## [About this task]
Your task is to copy the data exactly while leaving out every picture.

## [Source records]
BEGIN

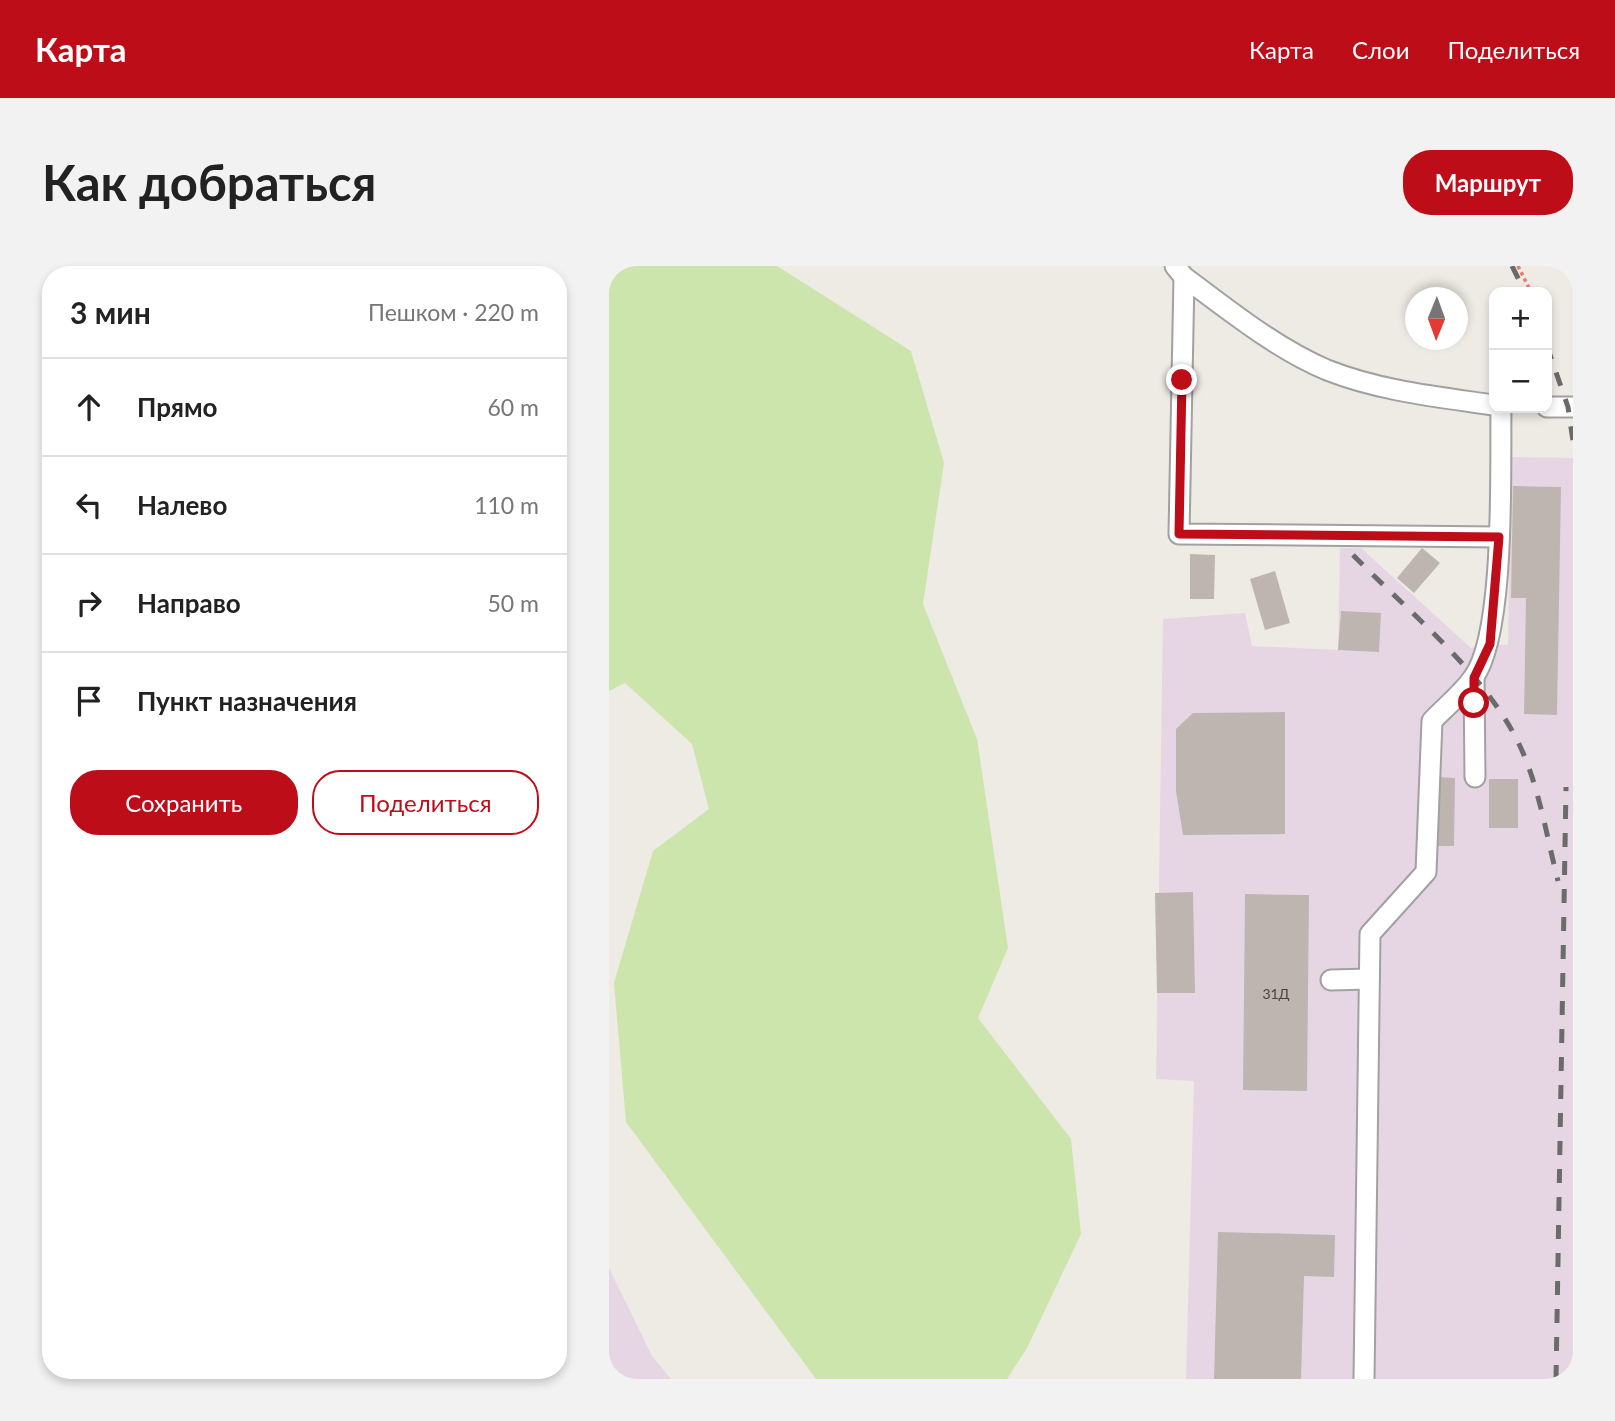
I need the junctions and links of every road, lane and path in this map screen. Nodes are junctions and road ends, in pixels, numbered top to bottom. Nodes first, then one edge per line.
1 (1518, 266) edge
2 (1179, 272) edge
3 (1528, 287) edge
4 (1489, 404) edge
5 (1552, 407) edge
6 (1573, 407) edge
7 (1501, 413) edge
8 (1499, 537) junction
9 (1474, 678) junction
10 (1475, 778) dead end
11 (1369, 979) junction
12 (1331, 980) dead end
13 (1364, 1379) edge

1 - 3 path
2 - 4 street
2 - 8 street
5 - 6 street
7 - 8 street
8 - 9 street
9 - 10 street
9 - 11 street
11 - 12 street
11 - 13 street

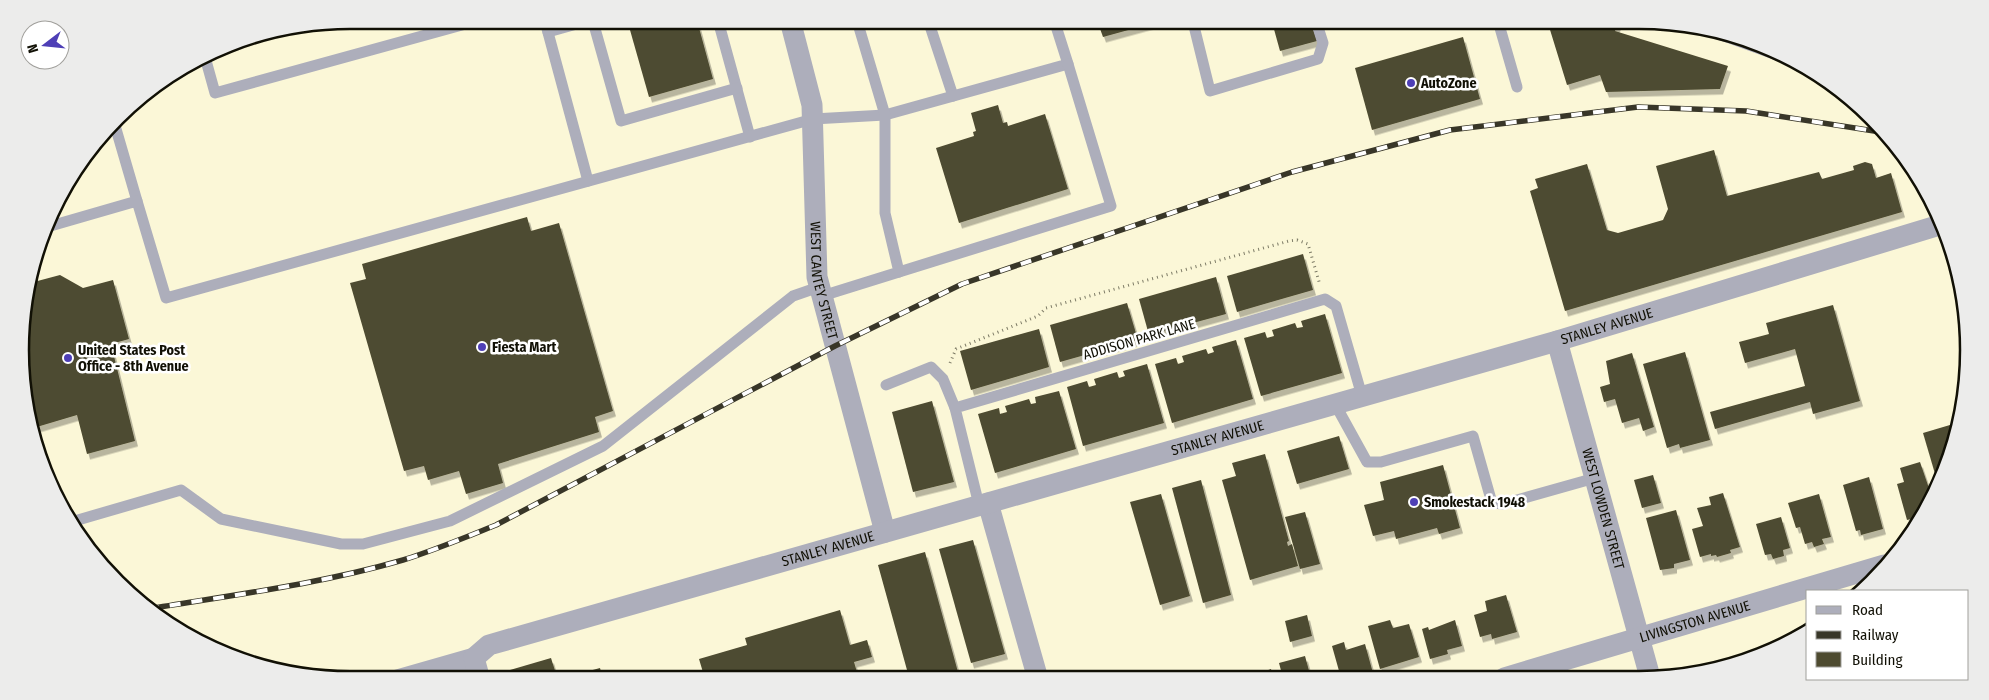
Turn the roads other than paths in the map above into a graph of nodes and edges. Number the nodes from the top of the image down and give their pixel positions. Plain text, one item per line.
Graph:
1 (451, 29) edge
2 (547, 29) edge
3 (595, 29) edge
4 (720, 29) edge
5 (792, 29) edge
6 (859, 29) edge
7 (931, 29) edge
8 (1057, 29) edge
9 (1195, 29) edge
10 (1318, 29) edge
11 (1500, 29) edge
12 (206, 63) edge
13 (1068, 64) junction
14 (1517, 87) dead end
15 (737, 88) junction
16 (952, 96) junction
17 (885, 115) junction
18 (813, 119) junction
19 (116, 130) edge
20 (750, 137) junction
21 (588, 181) junction
22 (137, 201) junction
23 (54, 225) edge
24 (1936, 226) edge
25 (899, 272) junction
26 (821, 292) junction
27 (1557, 341) junction
28 (886, 385) dead end
29 (1362, 396) junction
30 (1335, 404) junction
31 (955, 408) junction
32 (1595, 478) junction
33 (983, 504) junction
34 (78, 520) edge
35 (886, 532) junction
36 (1876, 567) edge
37 (1639, 637) junction
38 (482, 651) junction
39 (423, 671) edge
40 (481, 671) edge
41 (1036, 671) edge
42 (1527, 671) edge
43 (1648, 671) edge

1 - 12 lane
2 - 21 lane
3 - 15 lane
4 - 15 lane
5 - 18 street, WEST CANTEY STREET
6 - 17 lane
7 - 16 lane
8 - 13 lane
9 - 10 lane
11 - 14 lane
13 - 16 lane
13 - 25 lane
15 - 20 lane
16 - 17 lane
17 - 18 lane
17 - 25 lane
18 - 20 lane
18 - 26 street, WEST CANTEY STREET
19 - 22 lane
20 - 21 lane
21 - 22 lane
22 - 23 lane
24 - 27 street, STANLEY AVENUE
25 - 26 lane
26 - 34 lane
26 - 35 street, WEST CANTEY STREET
27 - 29 street, STANLEY AVENUE
27 - 32 street, WEST LOWDEN STREET
28 - 31 lane
29 - 30 street, STANLEY AVENUE
29 - 31 lane, ADDISON PARK LANE
30 - 32 lane
30 - 33 street, STANLEY AVENUE
31 - 33 lane
32 - 37 street, WEST LOWDEN STREET
33 - 35 street, STANLEY AVENUE
33 - 41 street
35 - 38 street, STANLEY AVENUE
36 - 37 street, LIVINGSTON AVENUE
37 - 42 street, LIVINGSTON AVENUE
37 - 43 street, WEST LOWDEN STREET
38 - 39 street, STANLEY AVENUE
38 - 40 street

END

## [Solution to this problem]
I need the junctions and links of every road, lane and path in this map screen. Nodes are junctions and road ends, in pixels, numbered top to bottom. Nodes first, then one edge per line.
1 (1518, 266) edge
2 (1179, 272) edge
3 (1528, 287) edge
4 (1489, 404) edge
5 (1552, 407) edge
6 (1573, 407) edge
7 (1501, 413) edge
8 (1499, 537) junction
9 (1474, 678) junction
10 (1475, 778) dead end
11 (1369, 979) junction
12 (1331, 980) dead end
13 (1364, 1379) edge

1 - 3 path
2 - 4 street
2 - 8 street
5 - 6 street
7 - 8 street
8 - 9 street
9 - 10 street
9 - 11 street
11 - 12 street
11 - 13 street

Turn the roads other than paths in the map above into a graph of nodes and edges. Number the nodes from the top of the image down and give their pixel positions. Plain text, one item per line.
Graph:
1 (451, 29) edge
2 (547, 29) edge
3 (595, 29) edge
4 (720, 29) edge
5 (792, 29) edge
6 (859, 29) edge
7 (931, 29) edge
8 (1057, 29) edge
9 (1195, 29) edge
10 (1318, 29) edge
11 (1500, 29) edge
12 (206, 63) edge
13 (1068, 64) junction
14 (1517, 87) dead end
15 (737, 88) junction
16 (952, 96) junction
17 (885, 115) junction
18 (813, 119) junction
19 (116, 130) edge
20 (750, 137) junction
21 (588, 181) junction
22 (137, 201) junction
23 (54, 225) edge
24 (1936, 226) edge
25 (899, 272) junction
26 (821, 292) junction
27 (1557, 341) junction
28 (886, 385) dead end
29 (1362, 396) junction
30 (1335, 404) junction
31 (955, 408) junction
32 (1595, 478) junction
33 (983, 504) junction
34 (78, 520) edge
35 (886, 532) junction
36 (1876, 567) edge
37 (1639, 637) junction
38 (482, 651) junction
39 (423, 671) edge
40 (481, 671) edge
41 (1036, 671) edge
42 (1527, 671) edge
43 (1648, 671) edge

1 - 12 lane
2 - 21 lane
3 - 15 lane
4 - 15 lane
5 - 18 street, WEST CANTEY STREET
6 - 17 lane
7 - 16 lane
8 - 13 lane
9 - 10 lane
11 - 14 lane
13 - 16 lane
13 - 25 lane
15 - 20 lane
16 - 17 lane
17 - 18 lane
17 - 25 lane
18 - 20 lane
18 - 26 street, WEST CANTEY STREET
19 - 22 lane
20 - 21 lane
21 - 22 lane
22 - 23 lane
24 - 27 street, STANLEY AVENUE
25 - 26 lane
26 - 34 lane
26 - 35 street, WEST CANTEY STREET
27 - 29 street, STANLEY AVENUE
27 - 32 street, WEST LOWDEN STREET
28 - 31 lane
29 - 30 street, STANLEY AVENUE
29 - 31 lane, ADDISON PARK LANE
30 - 32 lane
30 - 33 street, STANLEY AVENUE
31 - 33 lane
32 - 37 street, WEST LOWDEN STREET
33 - 35 street, STANLEY AVENUE
33 - 41 street
35 - 38 street, STANLEY AVENUE
36 - 37 street, LIVINGSTON AVENUE
37 - 42 street, LIVINGSTON AVENUE
37 - 43 street, WEST LOWDEN STREET
38 - 39 street, STANLEY AVENUE
38 - 40 street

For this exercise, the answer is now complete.